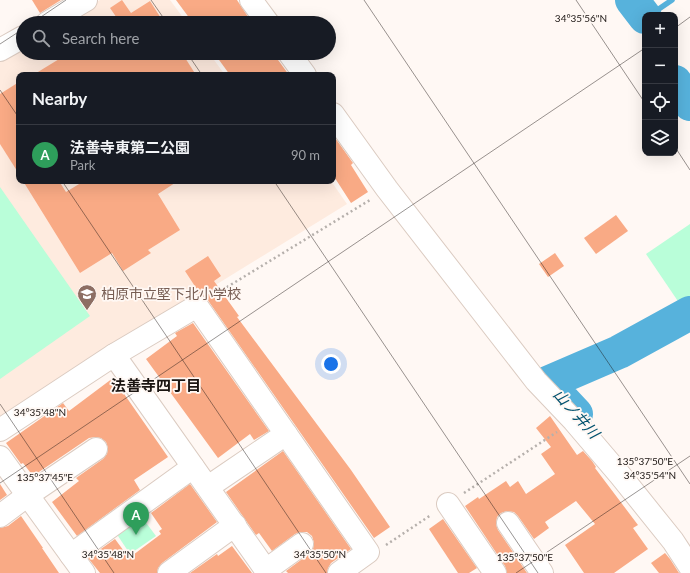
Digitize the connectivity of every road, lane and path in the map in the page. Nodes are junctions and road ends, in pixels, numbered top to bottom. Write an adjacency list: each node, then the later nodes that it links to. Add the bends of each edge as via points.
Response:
1 (86, 0): 3 (street)
2 (252, 0): 4 (street)
3 (59, 16)
4 (263, 16)
5 (16, 41): 6 (street)
6 (0, 50)
7 (294, 60): 8 (street)
8 (303, 72)
9 (336, 118): 10 (street)
10 (387, 189): 11 (path); 13 (street, via 536,381)
11 (197, 306): 12 (street); 15 (street)
12 (114, 355): 14 (street); 18 (street)
13 (574, 421): 21 (path); 28 (street, via 673,541)
14 (0, 430)
15 (286, 434): 19 (street); 26 (street)
16 (96, 449): 20 (street)
17 (0, 457): 20 (street)
18 (193, 466): 19 (street); 27 (street)
19 (208, 487): 24 (street)
20 (28, 496): 22 (street); 27 (street)
21 (448, 504): 26 (path, via 386,545); 34 (street)
22 (0, 516)
23 (508, 523): 30 (street)
24 (235, 525): 29 (street); 32 (street)
25 (302, 544): 29 (street)
26 (368, 552): 33 (street)
27 (71, 555): 31 (street)
28 (690, 567)
29 (267, 572)
30 (538, 572)
31 (84, 573)
32 (168, 573)
33 (339, 573)
34 (495, 573)

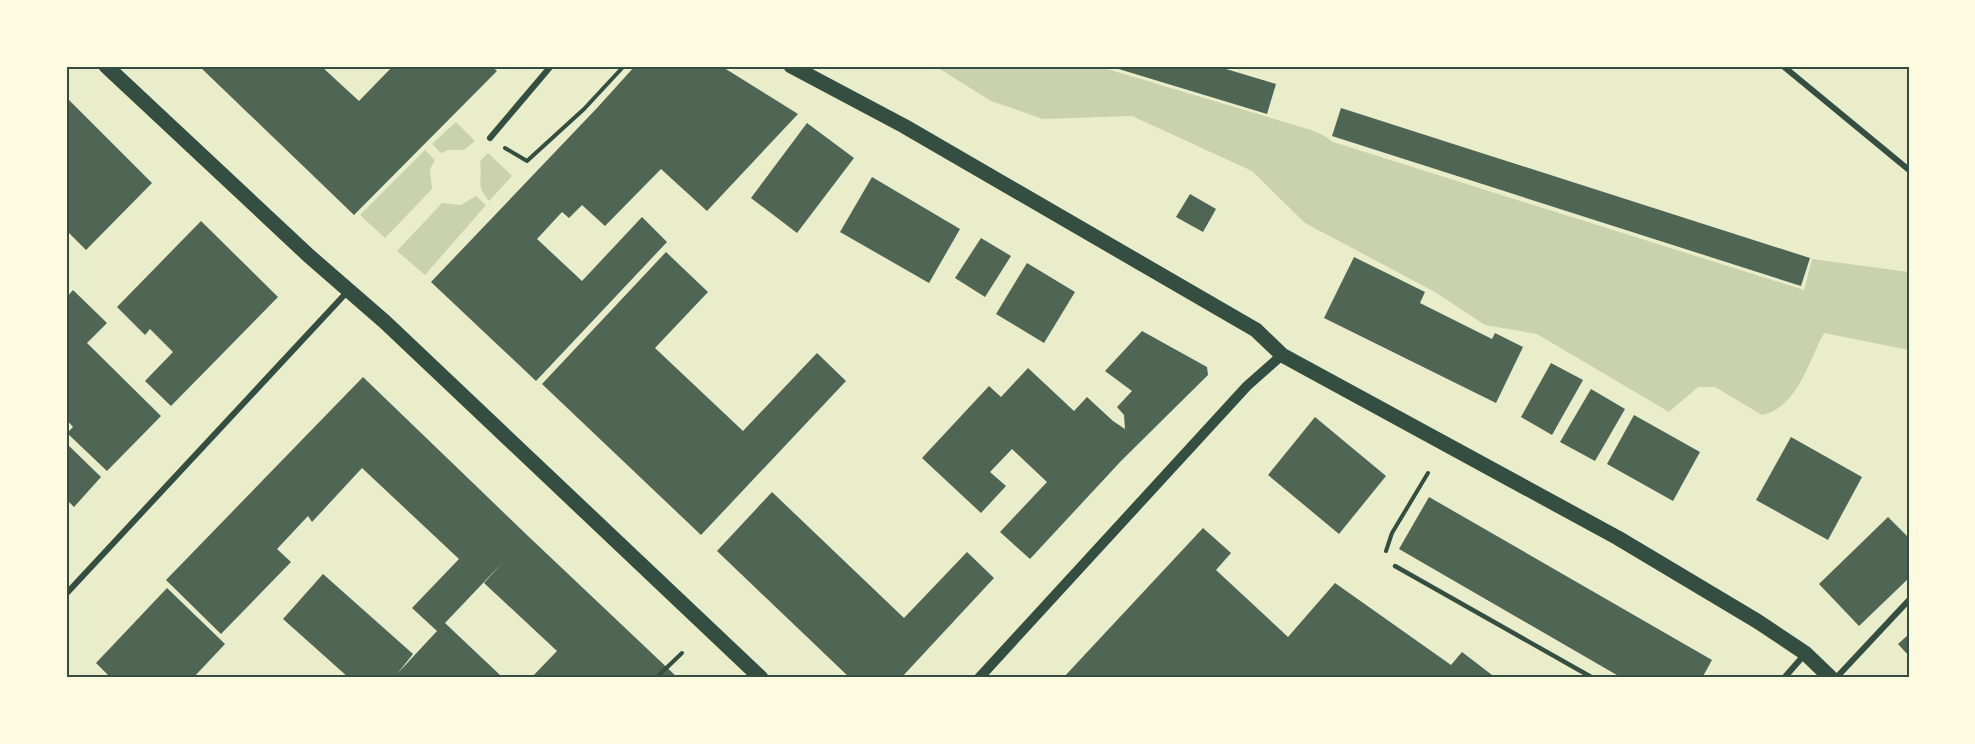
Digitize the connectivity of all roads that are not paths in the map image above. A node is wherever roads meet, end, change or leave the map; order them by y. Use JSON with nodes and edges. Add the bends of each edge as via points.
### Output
{"nodes":[{"id":1,"x":106,"y":66,"type":"edge"},
{"id":2,"x":551,"y":66,"type":"edge"},
{"id":3,"x":791,"y":66,"type":"edge"},
{"id":4,"x":1783,"y":66,"type":"edge"},
{"id":5,"x":490,"y":138,"type":"road end"},
{"id":6,"x":1909,"y":170,"type":"edge"},
{"id":7,"x":349,"y":291,"type":"junction"},
{"id":8,"x":1282,"y":355,"type":"junction"},
{"id":9,"x":1395,"y":566,"type":"road end"},
{"id":10,"x":66,"y":594,"type":"edge"},
{"id":11,"x":1909,"y":600,"type":"edge"},
{"id":12,"x":1805,"y":653,"type":"junction"},
{"id":13,"x":761,"y":678,"type":"edge"},
{"id":14,"x":979,"y":678,"type":"edge"},
{"id":15,"x":1593,"y":678,"type":"edge"},
{"id":16,"x":1784,"y":678,"type":"edge"},
{"id":17,"x":1831,"y":678,"type":"edge"},
{"id":18,"x":1836,"y":678,"type":"edge"}],
"edges":[{"from":1,"to":7,"type":"main road"},
{"from":2,"to":5,"type":"street"},
{"from":3,"to":8,"type":"main road","via":[[904,126],[1256,330]]},
{"from":4,"to":6,"type":"street"},
{"from":7,"to":10,"type":"street"},
{"from":7,"to":13,"type":"main road"},
{"from":8,"to":12,"type":"main road","via":[[1618,538]]},
{"from":8,"to":14,"type":"street","via":[[1247,386]]},
{"from":9,"to":15,"type":"lane"},
{"from":11,"to":18,"type":"street"},
{"from":12,"to":16,"type":"street"},
{"from":12,"to":17,"type":"main road"}]}
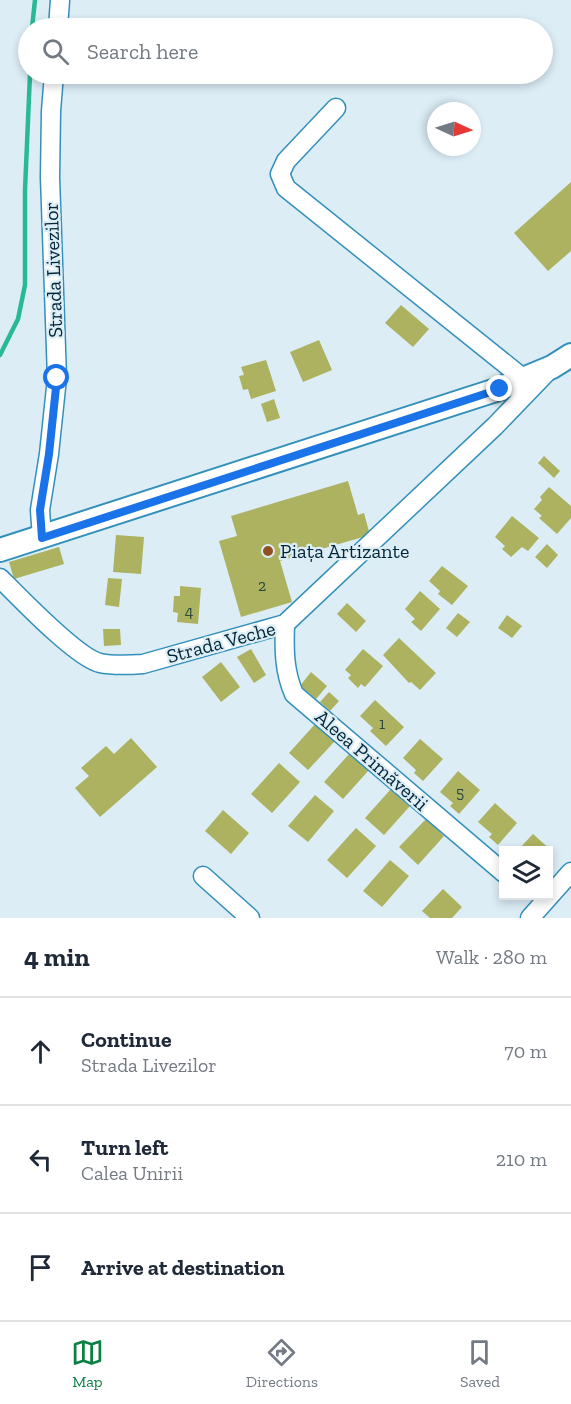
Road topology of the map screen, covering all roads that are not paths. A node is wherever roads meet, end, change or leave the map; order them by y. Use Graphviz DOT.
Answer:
graph roads {
  1 [pos="60,0"];
  2 [pos="59,18"];
  3 [pos="53,84"];
  4 [pos="336,108"];
  5 [pos="571,355"];
  6 [pos="552,367"];
  7 [pos="524,379"];
  8 [pos="42,538"];
  9 [pos="0,550"];
  10 [pos="0,578"];
  11 [pos="285,624"];
  12 [pos="499,869"];
  13 [pos="571,872"];
  14 [pos="203,876"];
  15 [pos="534,906"];
  16 [pos="250,918"];
  1 -- 2 [label="street"];
  3 -- 8 [label="street, Strada Livezilor"];
  4 -- 7 [label="street"];
  5 -- 6 [label="main road"];
  6 -- 7 [label="main road"];
  6 -- 11 [label="street, Strada Veche"];
  7 -- 8 [label="main road"];
  8 -- 9 [label="main road"];
  10 -- 11 [label="street, Strada Veche"];
  11 -- 12 [label="street, Aleea Primăverii"];
  13 -- 15 [label="street"];
  14 -- 16 [label="street"];
}
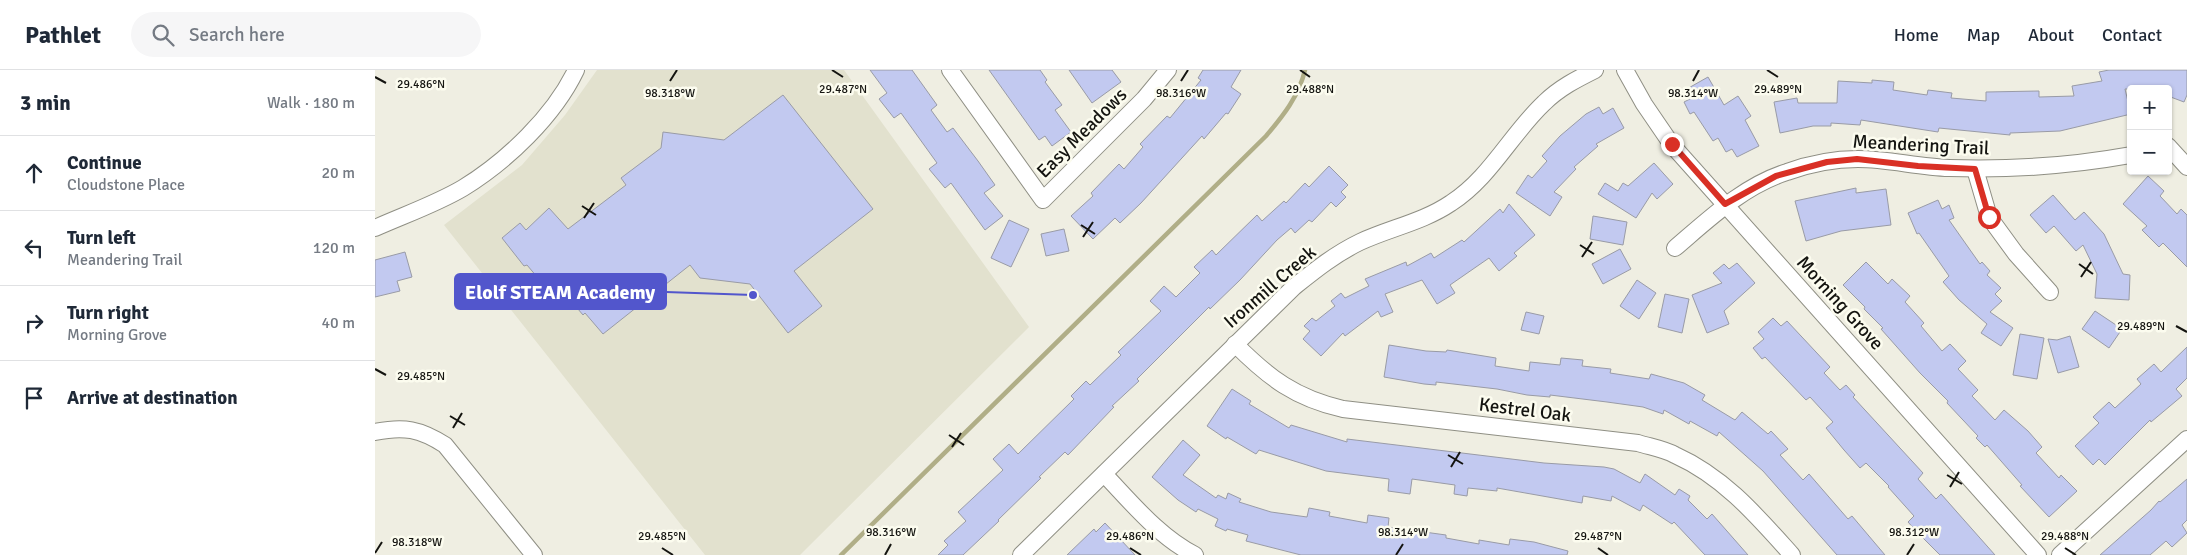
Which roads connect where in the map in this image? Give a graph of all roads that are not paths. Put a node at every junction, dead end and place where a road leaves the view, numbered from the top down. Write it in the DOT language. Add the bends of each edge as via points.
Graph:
graph roads {
  1 [pos="576,70"];
  2 [pos="950,70"];
  3 [pos="1595,70"];
  4 [pos="1625,70"];
  5 [pos="1165,72"];
  6 [pos="2172,150"];
  7 [pos="2127,156"];
  8 [pos="2187,167"];
  9 [pos="1975,169"];
  10 [pos="1725,204"];
  11 [pos="375,228"];
  12 [pos="1675,248"];
  13 [pos="2050,292"];
  14 [pos="1235,344"];
  15 [pos="375,432"];
  16 [pos="2187,439"];
  17 [pos="1104,474"];
  18 [pos="534,555"];
  19 [pos="1021,555"];
  20 [pos="1195,555"];
  21 [pos="1792,555"];
  22 [pos="2038,555"];
  23 [pos="2060,555"];
  1 -- 11 [label="street" via="565,92 519,145 462,188"];
  2 -- 5 [label="street, Easy Meadows" via="1043,200 1144,100"];
  3 -- 14 [label="street, Ironmill Creek" via="1543,103 1479,180 1451,203 1427,216 1359,242 1322,265 1294,287"];
  4 -- 10 [label="street, Morning Grove" via="1672,144"];
  6 -- 8 [label="street"];
  7 -- 9 [label="street, Meandering Trail" via="2049,166"];
  9 -- 10 [label="street, Meandering Trail" via="1857,159 1827,162 1776,176"];
  9 -- 13 [label="street" via="1989,217"];
  10 -- 12 [label="street, Meandering Trail"];
  10 -- 22 [label="street, Morning Grove"];
  14 -- 17 [label="street, Ironmill Creek"];
  14 -- 21 [label="street, Kestrel Oak" via="1262,371 1287,389 1323,405 1638,443 1674,454 1727,486"];
  15 -- 18 [label="street" via="409,429 428,434 445,444"];
  16 -- 23 [label="street"];
  17 -- 19 [label="street, Ironmill Creek"];
  17 -- 20 [label="street" via="1143,515 1180,547"];
}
◆ ◆ ◆ ◆
Your task is to retype the records above in full and exactly, omitting the pictures.

Digitize the connectivity of every road, lane and path in the map in the page. Nodes are junctions and road ends, in pixels, numbered top to bottom. Write an adjacency list: each node, then the later nodes that it links to. Add the bends of each edge as via points.
Response:
1 (86, 0): 3 (street)
2 (252, 0): 4 (street)
3 (59, 16)
4 (263, 16)
5 (16, 41): 6 (street)
6 (0, 50)
7 (294, 60): 8 (street)
8 (303, 72)
9 (336, 118): 10 (street)
10 (387, 189): 11 (path); 13 (street, via 536,381)
11 (197, 306): 12 (street); 15 (street)
12 (114, 355): 14 (street); 18 (street)
13 (574, 421): 21 (path); 28 (street, via 673,541)
14 (0, 430)
15 (286, 434): 19 (street); 26 (street)
16 (96, 449): 20 (street)
17 (0, 457): 20 (street)
18 (193, 466): 19 (street); 27 (street)
19 (208, 487): 24 (street)
20 (28, 496): 22 (street); 27 (street)
21 (448, 504): 26 (path, via 386,545); 34 (street)
22 (0, 516)
23 (508, 523): 30 (street)
24 (235, 525): 29 (street); 32 (street)
25 (302, 544): 29 (street)
26 (368, 552): 33 (street)
27 (71, 555): 31 (street)
28 (690, 567)
29 (267, 572)
30 (538, 572)
31 (84, 573)
32 (168, 573)
33 (339, 573)
34 (495, 573)

Digitize the connectivity of all roads that are not paths in the map image above. A node is wherever roads meet, end, change or leave the map; order them by y. Use JSON with nodes and edges. Add the bends of each edge as via points.
### Output
{"nodes":[{"id":1,"x":106,"y":66,"type":"edge"},
{"id":2,"x":551,"y":66,"type":"edge"},
{"id":3,"x":791,"y":66,"type":"edge"},
{"id":4,"x":1783,"y":66,"type":"edge"},
{"id":5,"x":490,"y":138,"type":"road end"},
{"id":6,"x":1909,"y":170,"type":"edge"},
{"id":7,"x":349,"y":291,"type":"junction"},
{"id":8,"x":1282,"y":355,"type":"junction"},
{"id":9,"x":1395,"y":566,"type":"road end"},
{"id":10,"x":66,"y":594,"type":"edge"},
{"id":11,"x":1909,"y":600,"type":"edge"},
{"id":12,"x":1805,"y":653,"type":"junction"},
{"id":13,"x":761,"y":678,"type":"edge"},
{"id":14,"x":979,"y":678,"type":"edge"},
{"id":15,"x":1593,"y":678,"type":"edge"},
{"id":16,"x":1784,"y":678,"type":"edge"},
{"id":17,"x":1831,"y":678,"type":"edge"},
{"id":18,"x":1836,"y":678,"type":"edge"}],
"edges":[{"from":1,"to":7,"type":"main road"},
{"from":2,"to":5,"type":"street"},
{"from":3,"to":8,"type":"main road","via":[[904,126],[1256,330]]},
{"from":4,"to":6,"type":"street"},
{"from":7,"to":10,"type":"street"},
{"from":7,"to":13,"type":"main road"},
{"from":8,"to":12,"type":"main road","via":[[1618,538]]},
{"from":8,"to":14,"type":"street","via":[[1247,386]]},
{"from":9,"to":15,"type":"lane"},
{"from":11,"to":18,"type":"street"},
{"from":12,"to":16,"type":"street"},
{"from":12,"to":17,"type":"main road"}]}
Road topology of the map screen, covering all roads that are not paths. A node is wherever roads meet, end, change or leave the map; order them by y. Use Graphviz DOT.
Answer:
graph roads {
  1 [pos="60,0"];
  2 [pos="59,18"];
  3 [pos="53,84"];
  4 [pos="336,108"];
  5 [pos="571,355"];
  6 [pos="552,367"];
  7 [pos="524,379"];
  8 [pos="42,538"];
  9 [pos="0,550"];
  10 [pos="0,578"];
  11 [pos="285,624"];
  12 [pos="499,869"];
  13 [pos="571,872"];
  14 [pos="203,876"];
  15 [pos="534,906"];
  16 [pos="250,918"];
  1 -- 2 [label="street"];
  3 -- 8 [label="street, Strada Livezilor"];
  4 -- 7 [label="street"];
  5 -- 6 [label="main road"];
  6 -- 7 [label="main road"];
  6 -- 11 [label="street, Strada Veche"];
  7 -- 8 [label="main road"];
  8 -- 9 [label="main road"];
  10 -- 11 [label="street, Strada Veche"];
  11 -- 12 [label="street, Aleea Primăverii"];
  13 -- 15 [label="street"];
  14 -- 16 [label="street"];
}
Which roads connect where in the map in this image? Give a graph of all roads that are not paths. Put a node at every junction, dead end and place where a road leaves the view, numbered from the top down. Write it in the DOT language. Add the bends of each edge as via points.
Graph:
graph roads {
  1 [pos="576,70"];
  2 [pos="950,70"];
  3 [pos="1595,70"];
  4 [pos="1625,70"];
  5 [pos="1165,72"];
  6 [pos="2172,150"];
  7 [pos="2127,156"];
  8 [pos="2187,167"];
  9 [pos="1975,169"];
  10 [pos="1725,204"];
  11 [pos="375,228"];
  12 [pos="1675,248"];
  13 [pos="2050,292"];
  14 [pos="1235,344"];
  15 [pos="375,432"];
  16 [pos="2187,439"];
  17 [pos="1104,474"];
  18 [pos="534,555"];
  19 [pos="1021,555"];
  20 [pos="1195,555"];
  21 [pos="1792,555"];
  22 [pos="2038,555"];
  23 [pos="2060,555"];
  1 -- 11 [label="street" via="565,92 519,145 462,188"];
  2 -- 5 [label="street, Easy Meadows" via="1043,200 1144,100"];
  3 -- 14 [label="street, Ironmill Creek" via="1543,103 1479,180 1451,203 1427,216 1359,242 1322,265 1294,287"];
  4 -- 10 [label="street, Morning Grove" via="1672,144"];
  6 -- 8 [label="street"];
  7 -- 9 [label="street, Meandering Trail" via="2049,166"];
  9 -- 10 [label="street, Meandering Trail" via="1857,159 1827,162 1776,176"];
  9 -- 13 [label="street" via="1989,217"];
  10 -- 12 [label="street, Meandering Trail"];
  10 -- 22 [label="street, Morning Grove"];
  14 -- 17 [label="street, Ironmill Creek"];
  14 -- 21 [label="street, Kestrel Oak" via="1262,371 1287,389 1323,405 1638,443 1674,454 1727,486"];
  15 -- 18 [label="street" via="409,429 428,434 445,444"];
  16 -- 23 [label="street"];
  17 -- 19 [label="street, Ironmill Creek"];
  17 -- 20 [label="street" via="1143,515 1180,547"];
}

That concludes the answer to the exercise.